⟨

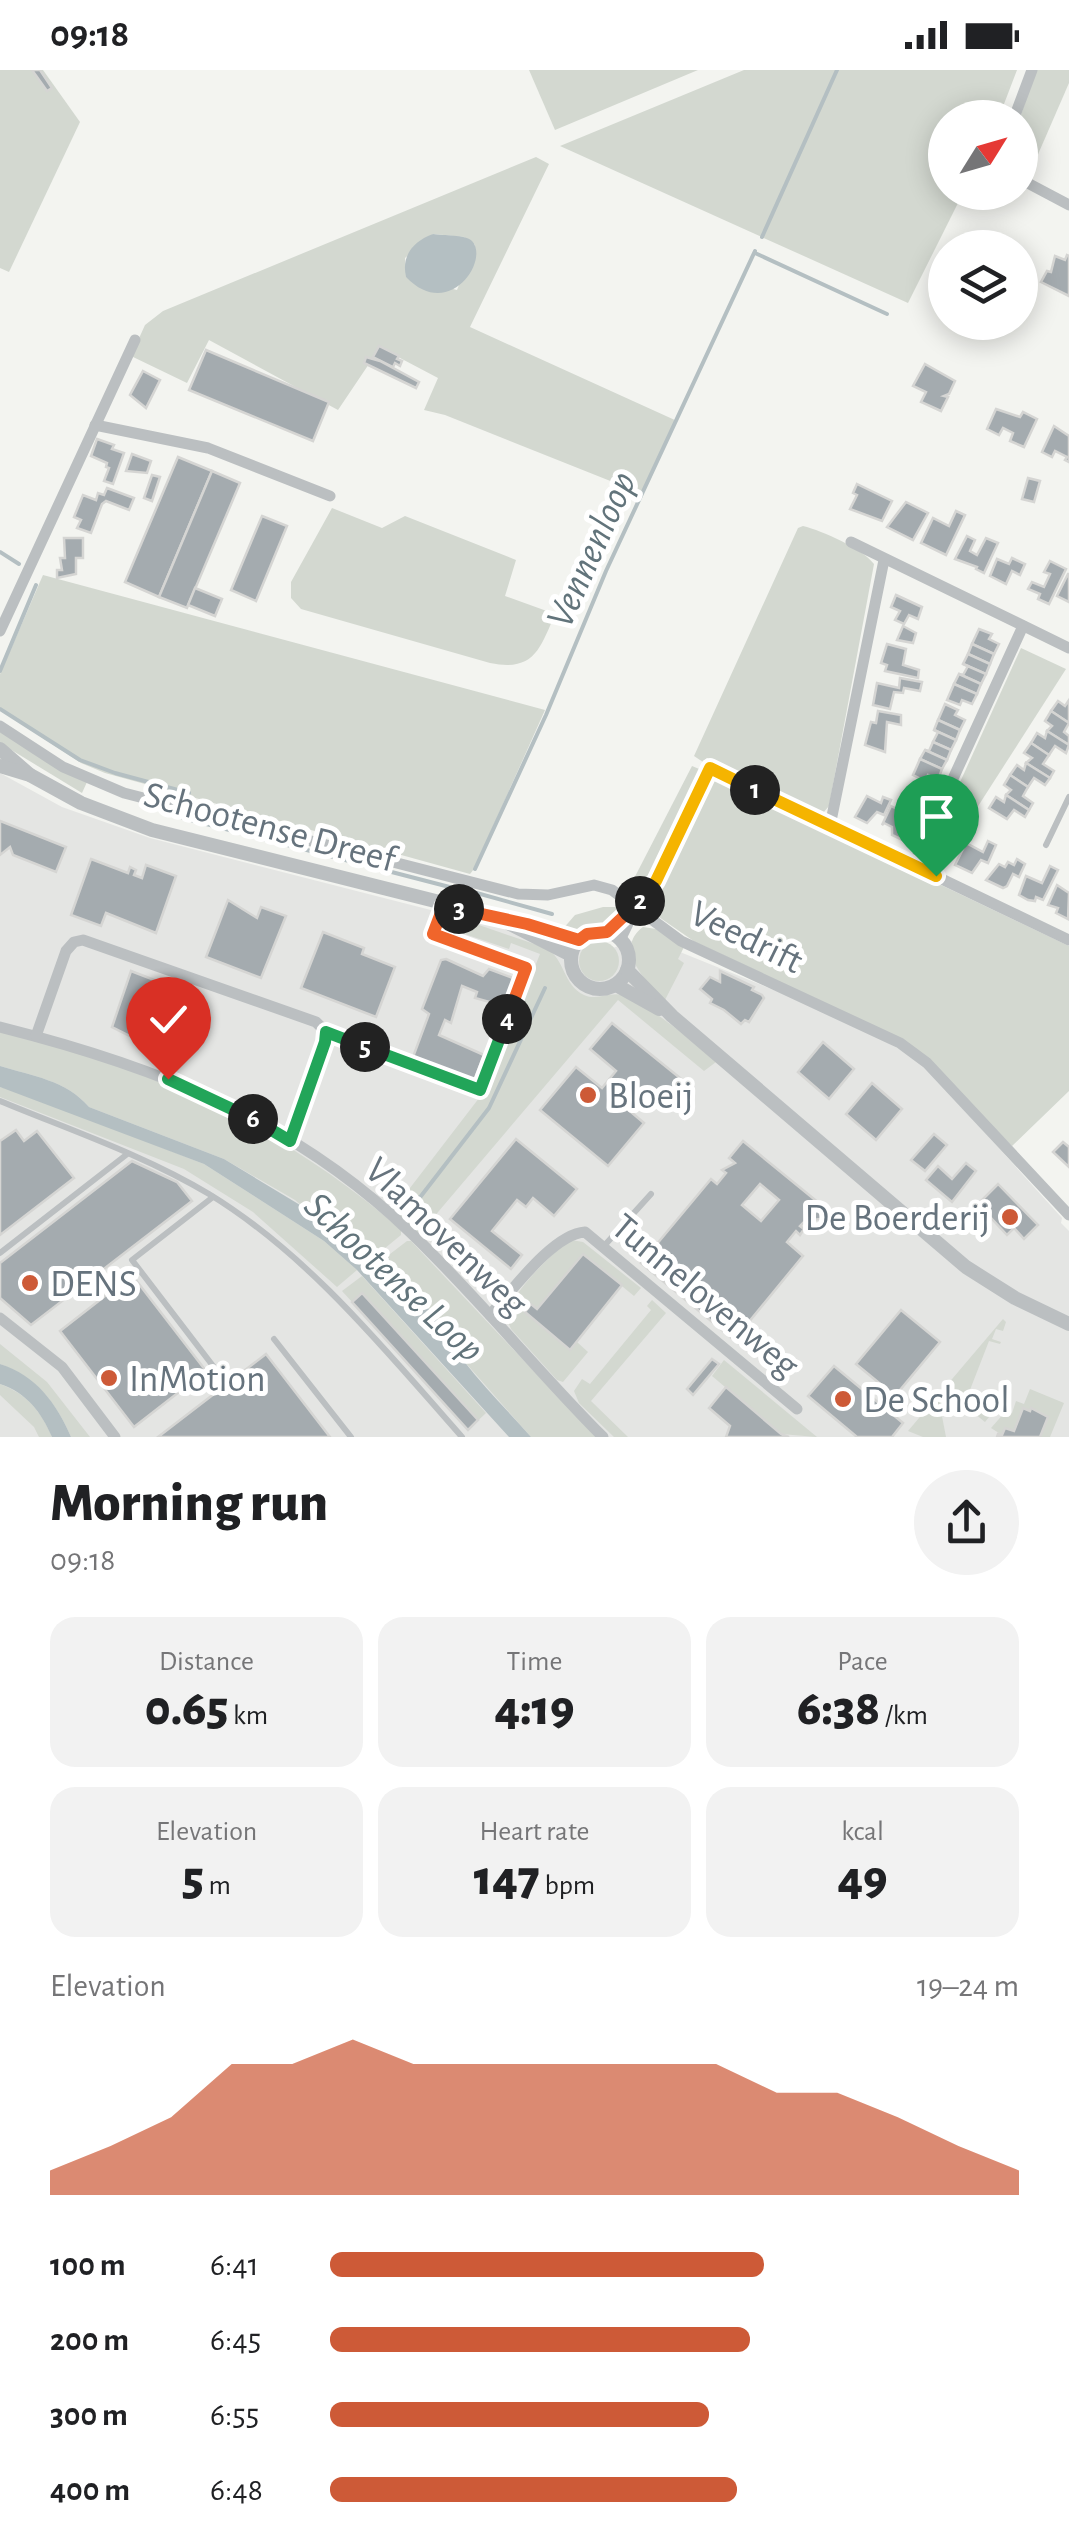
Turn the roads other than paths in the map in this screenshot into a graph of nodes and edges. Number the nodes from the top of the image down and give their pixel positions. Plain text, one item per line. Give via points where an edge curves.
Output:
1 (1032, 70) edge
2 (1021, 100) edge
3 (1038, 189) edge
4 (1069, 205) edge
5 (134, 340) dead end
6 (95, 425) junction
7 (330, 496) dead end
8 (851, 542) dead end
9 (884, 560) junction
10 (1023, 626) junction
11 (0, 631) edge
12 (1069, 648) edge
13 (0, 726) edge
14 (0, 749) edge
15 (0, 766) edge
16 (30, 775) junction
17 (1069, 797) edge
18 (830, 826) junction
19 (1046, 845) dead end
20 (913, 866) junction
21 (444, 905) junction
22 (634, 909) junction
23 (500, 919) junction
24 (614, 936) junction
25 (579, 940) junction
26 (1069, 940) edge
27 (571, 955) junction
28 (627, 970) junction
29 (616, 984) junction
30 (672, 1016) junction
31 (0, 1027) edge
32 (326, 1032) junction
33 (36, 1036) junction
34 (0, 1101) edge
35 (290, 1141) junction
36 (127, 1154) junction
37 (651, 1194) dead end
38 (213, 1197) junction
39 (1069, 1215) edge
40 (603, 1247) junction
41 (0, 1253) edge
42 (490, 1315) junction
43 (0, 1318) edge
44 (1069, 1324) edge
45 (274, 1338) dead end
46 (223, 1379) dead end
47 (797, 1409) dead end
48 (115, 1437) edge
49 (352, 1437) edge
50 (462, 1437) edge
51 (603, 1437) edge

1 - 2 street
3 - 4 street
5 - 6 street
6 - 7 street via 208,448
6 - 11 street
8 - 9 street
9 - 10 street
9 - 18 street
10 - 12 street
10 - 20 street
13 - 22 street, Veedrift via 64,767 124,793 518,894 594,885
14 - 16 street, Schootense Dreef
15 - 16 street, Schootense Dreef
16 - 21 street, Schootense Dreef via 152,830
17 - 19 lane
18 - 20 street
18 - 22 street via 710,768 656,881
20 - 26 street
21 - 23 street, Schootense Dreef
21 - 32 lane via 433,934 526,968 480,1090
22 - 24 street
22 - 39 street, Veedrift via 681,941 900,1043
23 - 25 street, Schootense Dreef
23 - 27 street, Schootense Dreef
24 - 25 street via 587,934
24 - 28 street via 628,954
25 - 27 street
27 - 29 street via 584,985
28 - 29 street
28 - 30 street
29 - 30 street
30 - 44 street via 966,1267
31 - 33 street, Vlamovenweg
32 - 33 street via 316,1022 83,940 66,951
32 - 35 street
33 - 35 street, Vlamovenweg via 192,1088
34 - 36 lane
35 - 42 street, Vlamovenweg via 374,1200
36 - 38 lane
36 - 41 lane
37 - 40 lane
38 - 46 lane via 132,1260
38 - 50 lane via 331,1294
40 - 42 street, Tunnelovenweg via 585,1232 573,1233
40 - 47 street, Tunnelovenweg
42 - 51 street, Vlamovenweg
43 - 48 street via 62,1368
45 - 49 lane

⟩

• WHAT IS NEEDED: For each line in the entries that holds "Schootense", return that line.

• RESULT:
14 - 16 street, Schootense Dreef
15 - 16 street, Schootense Dreef
16 - 21 street, Schootense Dreef via 152,830
21 - 23 street, Schootense Dreef
23 - 25 street, Schootense Dreef
23 - 27 street, Schootense Dreef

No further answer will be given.